Friend leukaemia virus-transformed cells, unlike normal stem cells, form spleen colonies in Sl/Sld mice

Abstract
Neoplastic cells are characterized by partial or total autonomy from the interactions that regulate the behaviour of normal cells in the intact animal. Despite the role of the host cellular environment in governing the proliferation and differentiation of both normal and malignant cells, little is actually known about these host factors. The characterization of host genes that influence both normal cellular processes, as well as susceptibility to tumour induction, is one approach to identifying such factors.
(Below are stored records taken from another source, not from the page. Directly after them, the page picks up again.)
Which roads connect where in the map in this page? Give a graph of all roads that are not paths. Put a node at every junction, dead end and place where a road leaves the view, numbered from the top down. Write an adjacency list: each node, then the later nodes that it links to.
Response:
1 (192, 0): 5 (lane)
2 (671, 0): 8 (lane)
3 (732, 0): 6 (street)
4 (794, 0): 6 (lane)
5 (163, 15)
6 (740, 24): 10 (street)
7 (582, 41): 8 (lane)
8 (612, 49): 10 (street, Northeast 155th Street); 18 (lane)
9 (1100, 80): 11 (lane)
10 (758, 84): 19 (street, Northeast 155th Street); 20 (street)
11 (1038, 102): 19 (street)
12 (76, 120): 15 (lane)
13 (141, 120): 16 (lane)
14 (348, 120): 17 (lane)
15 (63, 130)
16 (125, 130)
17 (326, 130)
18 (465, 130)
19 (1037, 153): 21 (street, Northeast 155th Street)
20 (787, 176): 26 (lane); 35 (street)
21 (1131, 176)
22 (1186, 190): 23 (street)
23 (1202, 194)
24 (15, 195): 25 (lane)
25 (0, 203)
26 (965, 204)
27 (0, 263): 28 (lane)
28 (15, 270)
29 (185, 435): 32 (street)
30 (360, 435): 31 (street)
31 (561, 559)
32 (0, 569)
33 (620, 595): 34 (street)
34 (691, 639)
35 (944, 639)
Mice carrying two recessive mutations at the steel (Sl) locus have an environmental defect that affects both normal haematopoietic stem cell function1,2 as well as susceptibility to Friend leukaemia virus3–5. In this study, we have used Sl/Sld mice to examine whether malignant transformation by this RNA tumour virus results in a population of cells capable of proliferating even in the defective cellular microenvironment of Sl/Sld mice. We report here that late after infection, the leuk-aemic spleens of Friend virus-infected mice contain cells which, unlike normal haematopoietic stem cells, are able to form macroscopic spleen colonies in irradiated mice of genotype Sl/Sld. This observation forms the basis for the first in vivo colony assay for leukaemic cells transformed by Friend virus.